In Treblinka, one of the prisoners from the “red” group, who worked in the area where the women undressed as they began their march to the gas chambers, writes:
There were women who, in the last moments of their lives, tried to find solace in God and died with the name Adonai on their lips. Others prayed for a miracle from heaven, for salvation at the last minute. I saw a tall woman with a wig on her head standing with arms upraised to heaven, like a cantor before the Ark, and behind her a group of women—they, too, with their arms raised—reciting after her word for word: “Hear, O Israel, the Lord our God, the Lord is One. We sacrifice our lives for Kiddush HaShem. Avenge us on our enemies for their crimes, avenge our blood and the blood of our children, and let us say: Amen.”1
Richard Rashke writes of an old man who was brought to Sobibor and on the way to the gas chambers said out loud: “Hear, O Israel. . . .” As he completed the verse, the old man slapped the face of Oberscharführer Frenzel. The commander of the camp, Reichleitner, who happened to be nearby, pulled the old man over to the side and killed him.2
Abraham Kszepicki, a prisoner in Treblinka, writes about the feelings of uncertainty, of absolute astonishment, as to the tragedy that had befallen them, but also of some expressions of the justice of the verdict:
Was this our last night or last hour? No one knew, but it was clear that the end was near. Different people reacted in different ways. Young people who had not been religious before joined the young Hasidim and together with them said the Kaddish.

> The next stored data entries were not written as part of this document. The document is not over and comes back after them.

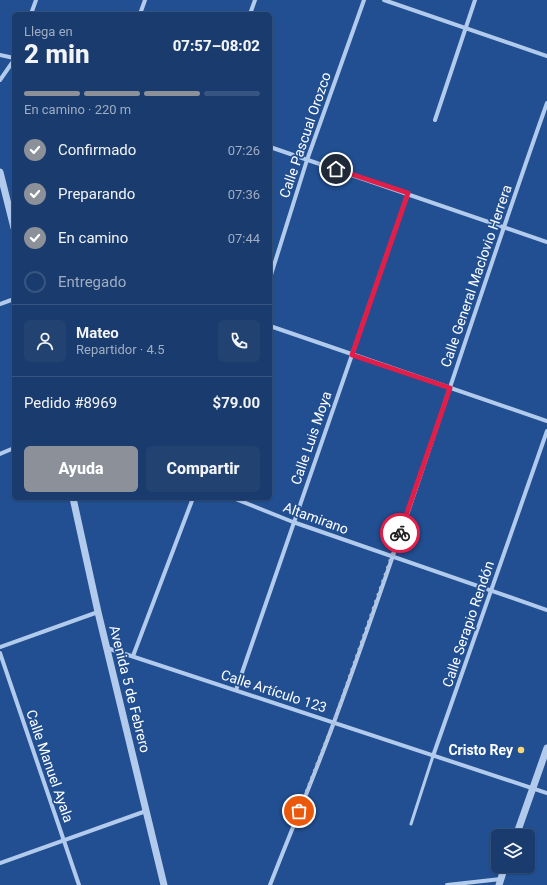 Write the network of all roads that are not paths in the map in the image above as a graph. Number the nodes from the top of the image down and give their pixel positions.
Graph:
1 (36, 0) edge
2 (145, 0) edge
3 (256, 0) edge
4 (364, 0) edge
5 (384, 0) edge
6 (475, 0) edge
7 (32, 12) edge
8 (141, 12) edge
9 (251, 12) edge
10 (465, 28) junction
11 (0, 55) edge
12 (547, 56) edge
13 (12, 58) edge
14 (12, 62) edge
15 (0, 80) edge
16 (547, 103) edge
17 (435, 120) dead end
18 (272, 148) edge
19 (307, 160) junction
20 (0, 172) edge
21 (408, 193) junction
22 (12, 220) edge
23 (503, 226) junction
24 (547, 242) edge
25 (272, 272) edge
26 (12, 300) edge
27 (0, 304) edge
28 (272, 327) edge
29 (352, 355) junction
30 (450, 388) junction
31 (547, 421) edge
32 (547, 431) edge
33 (12, 449) edge
34 (0, 454) edge
35 (73, 500) edge
36 (191, 500) edge
37 (238, 500) edge
38 (293, 522) junction
39 (392, 556) junction
40 (491, 592) junction
41 (547, 610) edge
42 (98, 612) junction
43 (0, 647) edge
44 (107, 648) junction
45 (0, 653) edge
46 (133, 656) junction
47 (236, 690) junction
48 (334, 722) junction
49 (547, 748) edge
50 (433, 756) junction
51 (533, 788) junction
52 (547, 793) edge
53 (146, 812) junction
54 (411, 824) dead end
55 (518, 829) edge
56 (63, 839) junction
57 (0, 863) edge
58 (500, 882) edge
59 (79, 885) edge
60 (164, 885) edge
61 (270, 885) edge
62 (447, 885) edge

1 - 7 street
2 - 8 street
3 - 9 street
4 - 19 street, Calle Pascual Orozco
5 - 10 street
6 - 10 street
10 - 12 street
10 - 17 street
11 - 13 street
14 - 15 street
16 - 23 street, Calle General Maclovio Herrera
18 - 19 street
19 - 21 street
19 - 25 street, Calle Pascual Orozco
20 - 22 street
21 - 23 street
21 - 29 street, Calle Luis Moya
23 - 24 street
23 - 30 street, Calle General Maclovio Herrera
26 - 27 street
28 - 29 street
29 - 30 street
29 - 38 street, Calle Luis Moya
30 - 31 street
30 - 39 street, Calle General Maclovio Herrera
32 - 40 street, Calle Serapio Rendón
33 - 34 street
35 - 42 street, Avenida 5 de Febrero
36 - 46 street
37 - 38 street, Altamirano
38 - 39 street, Altamirano
38 - 47 street, Calle Luis Moya
39 - 40 street, Altamirano
39 - 48 street, Calle General Maclovio Herrera
40 - 41 street, Altamirano
40 - 50 street, Calle Serapio Rendón
42 - 43 street
42 - 44 street, Avenida 5 de Febrero
44 - 46 street, Calle Artículo 123
44 - 53 street, Avenida 5 de Febrero
45 - 56 street, Calle Manuel Ayala
46 - 47 street, Calle Artículo 123
47 - 48 street, Calle Artículo 123
48 - 50 street, Calle Artículo 123
48 - 61 street, Calle General Maclovio Herrera
49 - 51 street
50 - 51 street, Calle Artículo 123
50 - 54 lane, Calle Serapio Rendón
51 - 52 street, Calle Artículo 123
51 - 55 street
53 - 56 street
53 - 60 street, Avenida 5 de Febrero
56 - 57 street
56 - 59 street, Calle Manuel Ayala
58 - 62 street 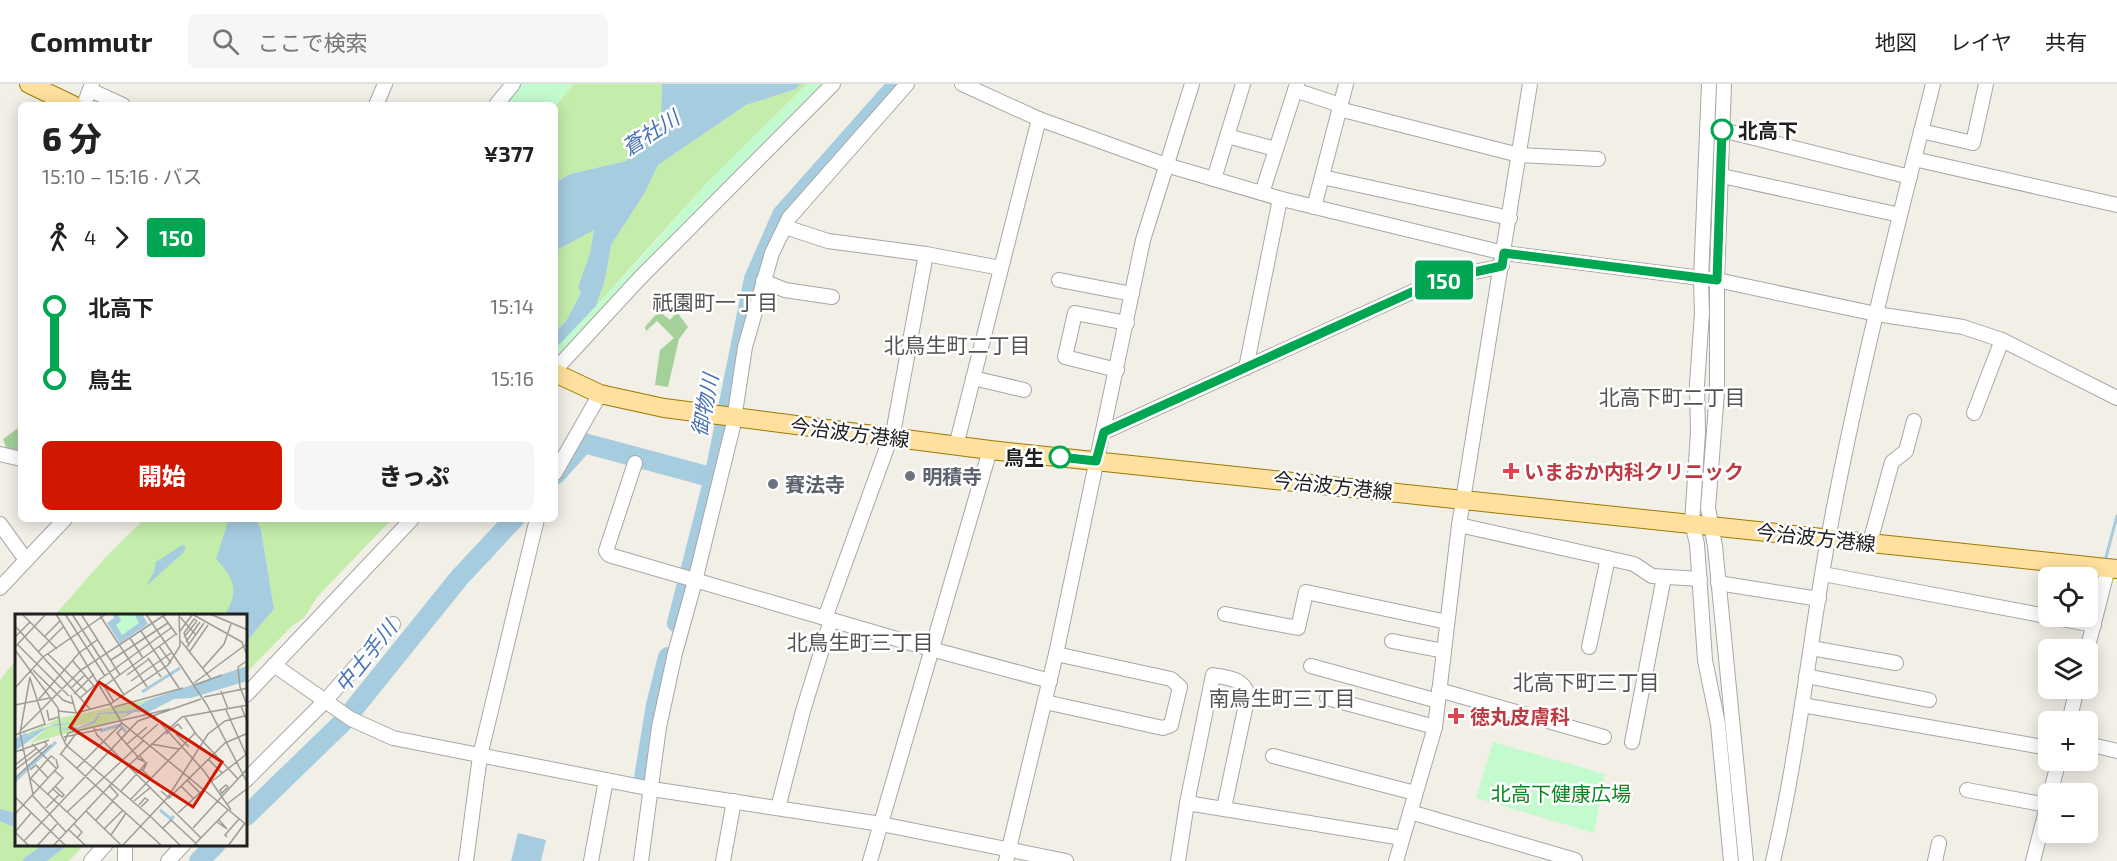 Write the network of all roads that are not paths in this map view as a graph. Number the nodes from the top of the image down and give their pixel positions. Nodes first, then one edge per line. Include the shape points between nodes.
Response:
1 (29, 84) edge
2 (385, 84) edge
3 (513, 84) edge
4 (833, 84) edge
5 (907, 84) edge
6 (962, 84) edge
7 (1192, 84) edge
8 (1243, 84) edge
9 (1346, 84) edge
10 (1530, 84) edge
11 (1709, 84) edge
12 (1724, 84) edge
13 (1933, 84) edge
14 (1986, 84) edge
15 (91, 87) edge
16 (1296, 87) edge
17 (67, 102) edge
18 (85, 102) edge
19 (118, 102) edge
20 (377, 102) edge
21 (498, 102) edge
22 (1340, 107) junction
23 (1040, 119) junction
24 (1722, 130) junction
25 (1921, 131) junction
26 (1227, 136) junction
27 (1276, 149) junction
28 (1519, 155) junction
29 (1599, 159) dead end
30 (1914, 159) junction
31 (1167, 165) junction
32 (1722, 176) junction
33 (1322, 177) junction
34 (1910, 177) junction
35 (1214, 179) junction
36 (1262, 193) junction
37 (1280, 199) junction
38 (2117, 205) edge
39 (1314, 207) junction
40 (1900, 215) junction
41 (1510, 218) junction
42 (785, 227) junction
43 (926, 254) junction
44 (1503, 259) junction
45 (1001, 268) junction
46 (1701, 279) junction
47 (1059, 280) dead end
48 (1717, 280) junction
49 (764, 281) junction
50 (1132, 294) junction
51 (831, 297) dead end
52 (1876, 314) junction
53 (1126, 322) junction
54 (2002, 340) junction
55 (558, 368) edge
56 (1246, 368) junction
57 (1117, 369) junction
58 (558, 373) edge
59 (973, 378) junction
60 (1024, 390) dead end
61 (600, 394) junction
62 (2117, 398) edge
63 (1974, 413) dead end
64 (733, 418) junction
65 (1914, 421) dead end
66 (1104, 432) junction
67 (891, 437) junction
68 (956, 446) junction
69 (990, 450) junction
70 (0, 454) edge
71 (18, 458) edge
72 (1096, 461) junction
73 (635, 463) dead end
74 (558, 468) edge
75 (1463, 498) junction
76 (62, 522) edge
77 (409, 522) edge
78 (536, 522) edge
79 (0, 524) edge
80 (1701, 524) junction
81 (1459, 525) junction
82 (1829, 537) junction
83 (1870, 542) junction
84 (1608, 558) junction
85 (26, 560) junction
86 (2113, 568) edge
87 (1822, 574) junction
88 (1664, 577) junction
89 (1700, 579) junction
90 (695, 580) junction
91 (1718, 583) junction
92 (0, 588) edge
93 (1819, 598) junction
94 (2098, 613) edge
95 (1225, 614) dead end
96 (2038, 614) edge
97 (828, 619) junction
98 (1447, 622) junction
99 (393, 624) dead end
100 (1392, 641) dead end
101 (1589, 647) dead end
102 (1811, 648) junction
103 (931, 649) junction
104 (1444, 651) junction
105 (1056, 654) junction
106 (1896, 663) dead end
107 (274, 665) junction
108 (1311, 666) dead end
109 (1806, 676) junction
110 (1050, 681) junction
111 (248, 693) edge
112 (1438, 696) junction
113 (1327, 698) dead end
114 (1929, 700) dead end
115 (325, 701) junction
116 (1045, 702) junction
117 (1802, 705) junction
118 (1435, 727) junction
119 (1604, 737) dead end
120 (1632, 741) dead end
121 (2038, 746) edge
122 (2098, 746) edge
123 (2117, 751) edge
124 (480, 756) junction
125 (1273, 756) dead end
126 (248, 778) edge
127 (606, 780) junction
128 (652, 789) junction
129 (1967, 790) dead end
130 (1415, 793) junction
131 (2038, 798) edge
132 (734, 801) junction
133 (1187, 803) junction
134 (778, 808) junction
135 (1224, 808) junction
136 (1410, 812) junction
137 (880, 824) junction
138 (1402, 838) junction
139 (2038, 842) edge
140 (1940, 843) dead end
141 (104, 846) edge
142 (182, 846) edge
143 (1008, 855) edge
144 (1575, 860) edge
145 (91, 861) edge
146 (168, 861) edge
147 (466, 861) edge
148 (591, 861) edge
149 (641, 861) edge
150 (723, 861) edge
151 (870, 861) edge
152 (1066, 861) edge
153 (1178, 861) edge
154 (1396, 861) edge
155 (1731, 861) edge
156 (1746, 861) edge
157 (1773, 861) edge
158 (1935, 861) edge
159 (2033, 861) edge

1 - 17 main road
2 - 20 street
3 - 21 street
4 - 55 street via 639,279
5 - 42 street
6 - 23 street
7 - 31 street
8 - 26 street
9 - 22 street
10 - 28 street
11 - 46 street
12 - 24 street
13 - 25 street
14 - 25 street via 1973,143
15 - 18 street
15 - 19 street
16 - 22 street
16 - 27 street
22 - 28 street
22 - 33 street
23 - 31 street
23 - 45 street
24 - 32 street
24 - 34 street
25 - 30 street
26 - 27 street
26 - 35 street
27 - 36 street
28 - 29 street
28 - 41 street
30 - 34 street
30 - 38 street
31 - 35 street
31 - 50 street via 1143,240
32 - 40 street
32 - 48 street
33 - 39 street
33 - 41 street
34 - 40 street
35 - 36 street
36 - 37 street
37 - 39 street
37 - 56 street
39 - 44 street
40 - 52 street
41 - 44 street
42 - 43 street via 828,241
42 - 49 street
43 - 45 street
43 - 67 street
44 - 46 street
44 - 56 street via 1414,291
44 - 75 street
45 - 59 street
46 - 48 street
46 - 80 street via 1696,384
47 - 50 street
48 - 52 street
48 - 80 street via 1717,392 1708,508
49 - 51 street via 785,290
49 - 64 street via 745,347
50 - 53 street
52 - 54 street via 1963,327
52 - 82 street
53 - 57 street
53 - 57 street via 1075,313 1065,357
54 - 62 street
54 - 63 street
56 - 66 street
57 - 66 street
58 - 61 main road, 今治波方港線
59 - 60 street
59 - 68 street
61 - 64 main road, 今治波方港線
61 - 74 street
64 - 67 main road, 今治波方港線
64 - 90 street
65 - 83 street via 1906,451 1892,462
66 - 72 street
67 - 68 main road, 今治波方港線
67 - 97 street
68 - 69 main road, 今治波方港線
69 - 72 main road, 今治波方港線
69 - 103 street
70 - 71 street
72 - 75 main road, 今治波方港線
72 - 105 street
73 - 90 street via 606,551
75 - 80 main road, 今治波方港線
75 - 81 street
76 - 85 street
77 - 107 street
78 - 124 street
79 - 85 street
80 - 82 main road, 今治波方港線
80 - 89 street via 1697,544
80 - 91 street
81 - 84 street
81 - 98 street
82 - 83 main road, 今治波方港線
82 - 87 street
83 - 86 main road, 今治波方港線
84 - 88 street
84 - 101 street
85 - 92 street
86 - 94 street
87 - 93 street
87 - 96 street
88 - 89 street
88 - 120 street
89 - 155 street
90 - 97 street
90 - 128 street via 659,727
91 - 93 street
91 - 156 street
93 - 102 street
95 - 98 street via 1298,628 1306,592
97 - 103 street
97 - 134 street
98 - 104 street
99 - 115 street
100 - 104 street
102 - 106 street
102 - 109 street
103 - 110 street
103 - 137 street
104 - 112 street
105 - 110 street
105 - 116 street via 1171,679 1180,687 1171,725 1163,728
107 - 111 street
107 - 115 street
108 - 112 street
109 - 114 street
109 - 117 street
110 - 116 street
112 - 118 street
112 - 119 street
113 - 118 street
115 - 124 street via 393,738
115 - 126 street
116 - 143 street
117 - 121 street
117 - 157 street
118 - 130 street
122 - 123 street
124 - 127 street
124 - 147 street
125 - 130 street
127 - 128 street
127 - 148 street
128 - 132 street
128 - 149 street
129 - 131 street
130 - 136 street
132 - 134 street
132 - 150 street
133 - 135 street
133 - 135 street via 1213,675 1238,680 1248,695
133 - 153 street
134 - 137 street
135 - 138 street
136 - 138 street
136 - 144 street
137 - 143 street
137 - 151 street
138 - 154 street
139 - 159 street
140 - 158 street
141 - 145 street
142 - 146 street
143 - 152 street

There was no
shortage of moral people who were of the opinion that the tragedy was our punishment from heaven on the sins of the Jewish people. As a result of this kind of talk, there were people who felt guilty like sinners. They confessed, prayed, bowed, and expressed their fear with crying and chanting psalms. . . .3
Religious expressions and what might even be taken as justification of the mass killings also caused antagonistic reactions, protests and demands of “Where is God?” Yechiel Reichman writes:
I hear from the left side of the hut how the poor miserable people are standing there, praying the Afternoon and Evening services, and after the prayers, with tears in their eyes, they say Kaddish. The Kaddish wakes me. . . . I was almost out of my mind, and I yelled at them: “To whom are you saying Kaddish?! Do you still believe?! In what do you believe and whom are you thanking?! You are thanking the Master of the Universe for His righteousness, Who took our brothers and sisters, our fathers and mothers—you are thanking Him?! No, no! It is not true that there is a God in Heaven. If there were a God, He would not be able to look at this great tragedy, at this great injustice, as they murder newborn children innocent of any crime, as they murder people who wanted to live in honesty and benefit humanity, and you, the living witnesses to this great tragedy, you are still thanking?! Whom are you thanking?!”4
But both justification of and protest against God were extreme expressions of only a few prisoners. Most of the believers among the prisoners accepted what was going on around them, the mass extermination that was being perpetrated in front of their eyes—and with their forced participation—as something beyond their grasp, and expressed neither justification nor protest. Their prayers were above all a plea for mercy from God in Heaven, and the recitation of the Kaddish in memory of their dear ones.